==== Data to examine
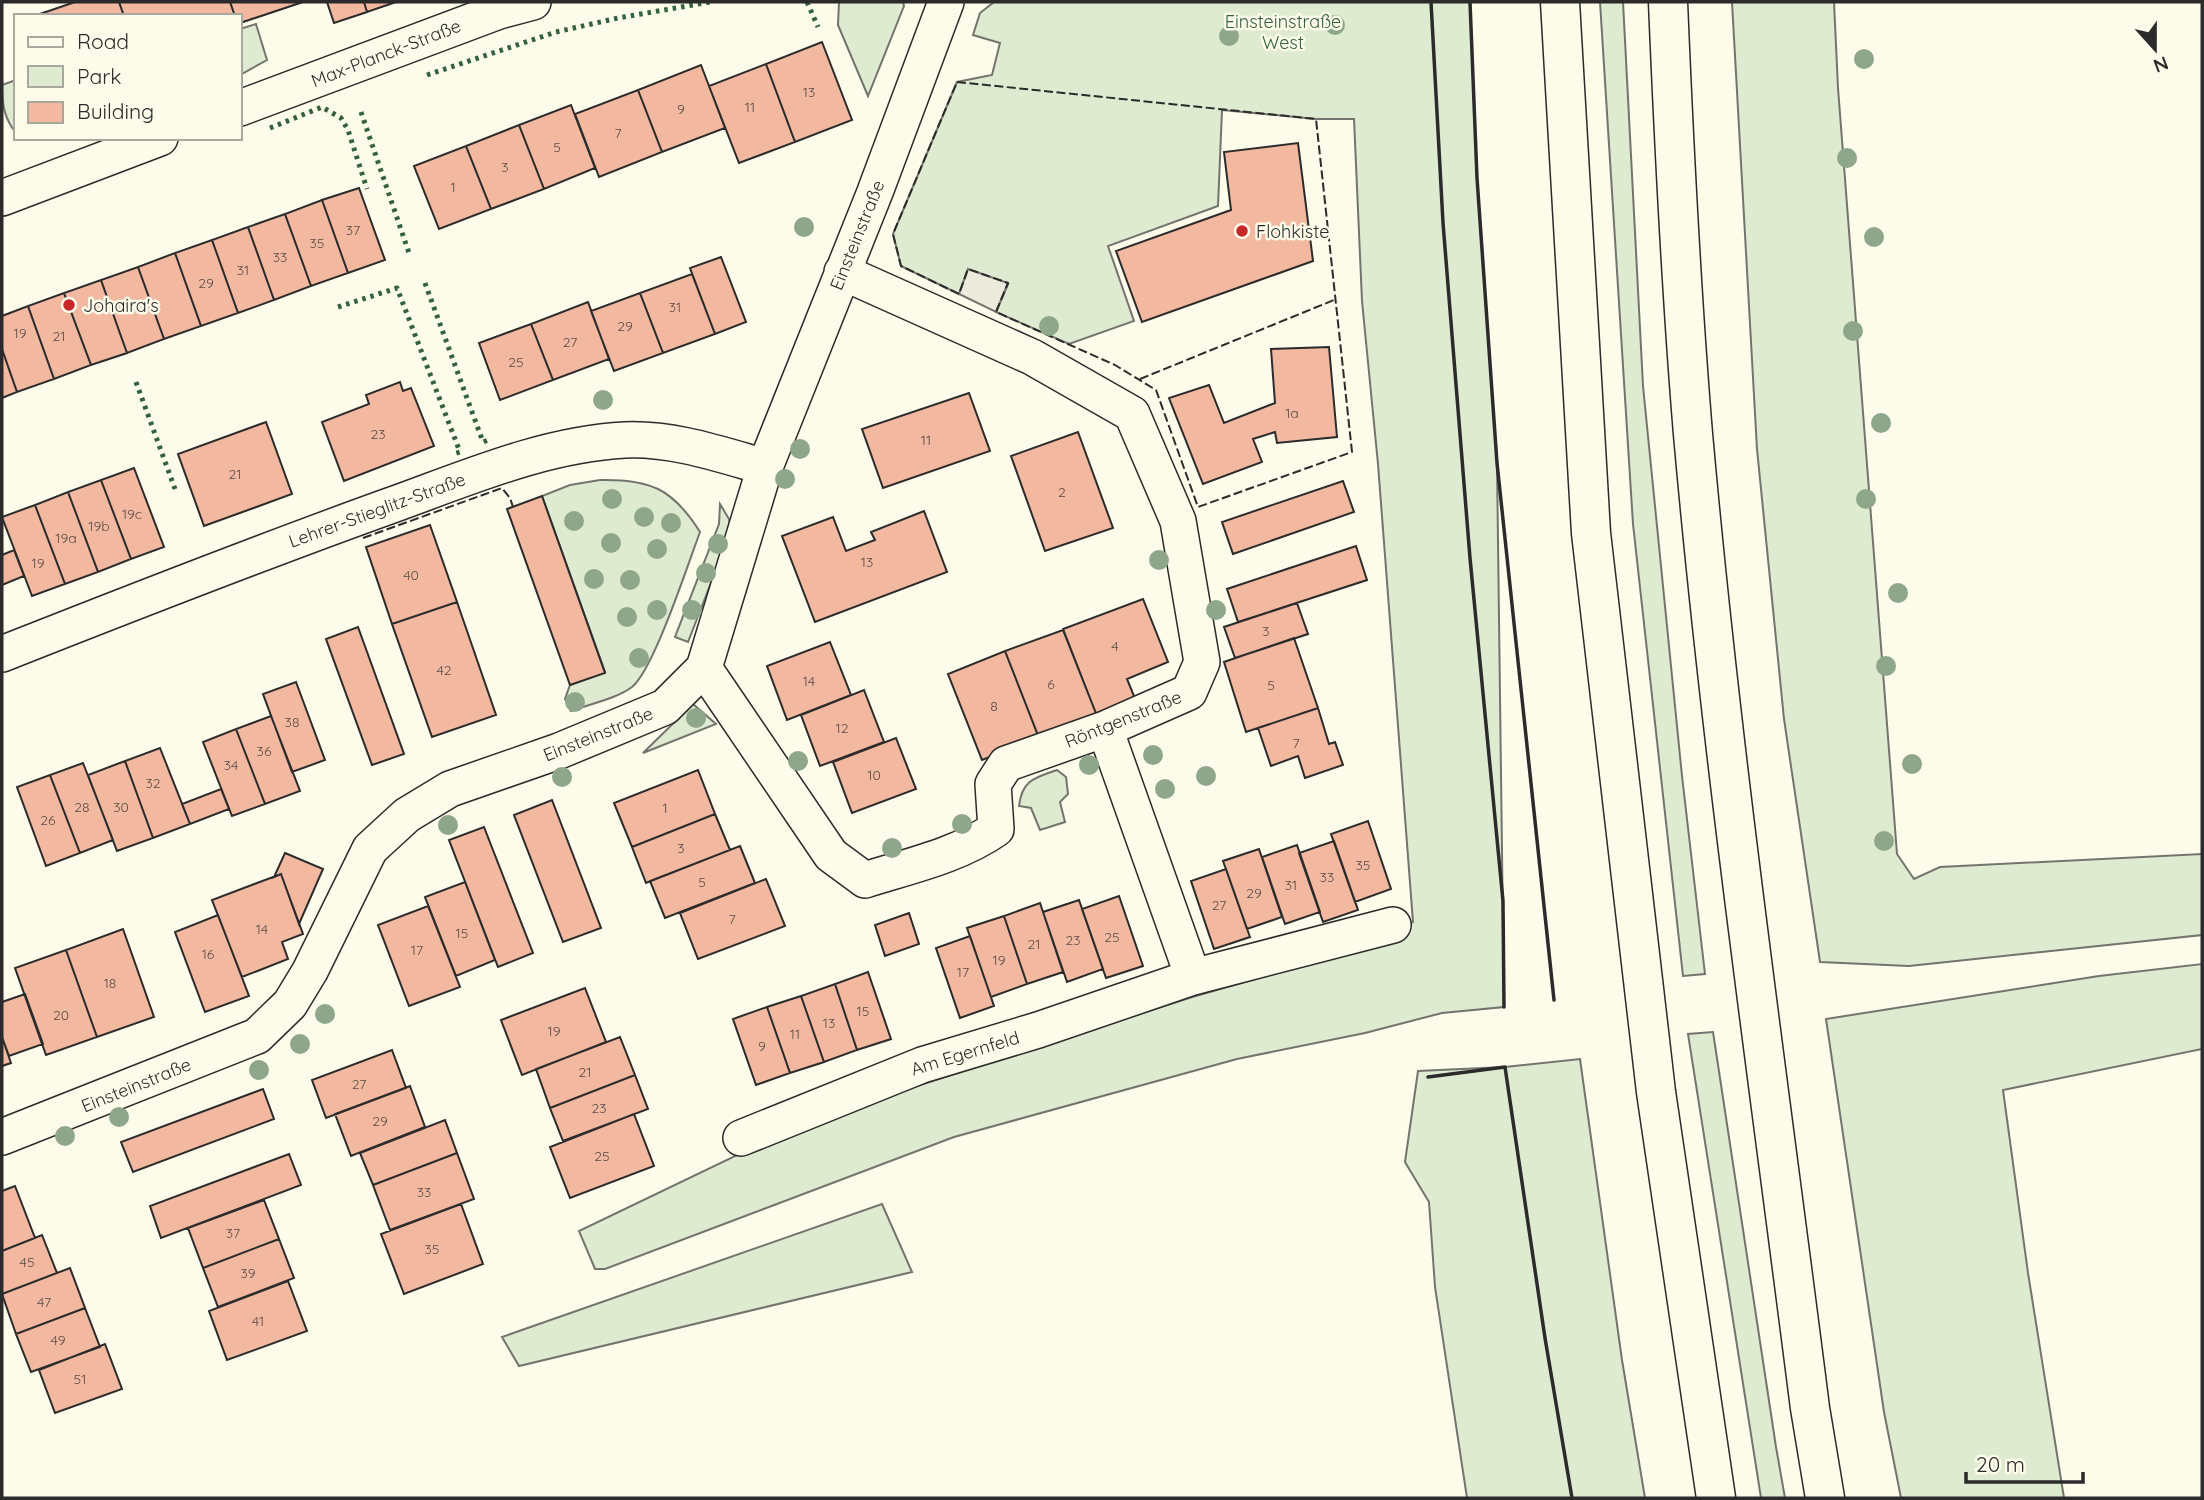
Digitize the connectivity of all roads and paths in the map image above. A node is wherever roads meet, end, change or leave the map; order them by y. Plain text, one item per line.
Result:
1 (533, 2) edge
2 (946, 2) edge
3 (1560, 2) edge
4 (1668, 2) edge
5 (242, 107) edge
6 (154, 140) edge
7 (4, 190) edge
8 (842, 272) junction
9 (765, 467) junction
10 (2, 654) edge
11 (704, 668) junction
12 (1105, 729) junction
13 (1393, 925) dead end
14 (1192, 977) junction
15 (2, 1137) edge
16 (741, 1138) dead end
17 (1716, 1498) edge
18 (1825, 1498) edge

1 - 5 street, Max-Planck-Straße
2 - 8 street, Einsteinstraße
3 - 17 highway
4 - 18 highway
6 - 7 street
8 - 9 street, Einsteinstraße
8 - 12 street, Röntgenstraße
9 - 10 street, Lehrer-Stieglitz-Straße
9 - 11 street, Einsteinstraße
11 - 12 street, Röntgenstraße
11 - 15 street, Einsteinstraße
12 - 14 street
13 - 14 street, Am Egernfeld
14 - 16 street, Am Egernfeld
========
Work order
Copy out nothing but text: transcribe the listing exactly and skip each picture.

Task solution
Digitize the connectivity of all roads and paths in the map image above. A node is wherever roads meet, end, change or leave the map; order them by y. Plain text, one item per line.
Result:
1 (533, 2) edge
2 (946, 2) edge
3 (1560, 2) edge
4 (1668, 2) edge
5 (242, 107) edge
6 (154, 140) edge
7 (4, 190) edge
8 (842, 272) junction
9 (765, 467) junction
10 (2, 654) edge
11 (704, 668) junction
12 (1105, 729) junction
13 (1393, 925) dead end
14 (1192, 977) junction
15 (2, 1137) edge
16 (741, 1138) dead end
17 (1716, 1498) edge
18 (1825, 1498) edge

1 - 5 street, Max-Planck-Straße
2 - 8 street, Einsteinstraße
3 - 17 highway
4 - 18 highway
6 - 7 street
8 - 9 street, Einsteinstraße
8 - 12 street, Röntgenstraße
9 - 10 street, Lehrer-Stieglitz-Straße
9 - 11 street, Einsteinstraße
11 - 12 street, Röntgenstraße
11 - 15 street, Einsteinstraße
12 - 14 street
13 - 14 street, Am Egernfeld
14 - 16 street, Am Egernfeld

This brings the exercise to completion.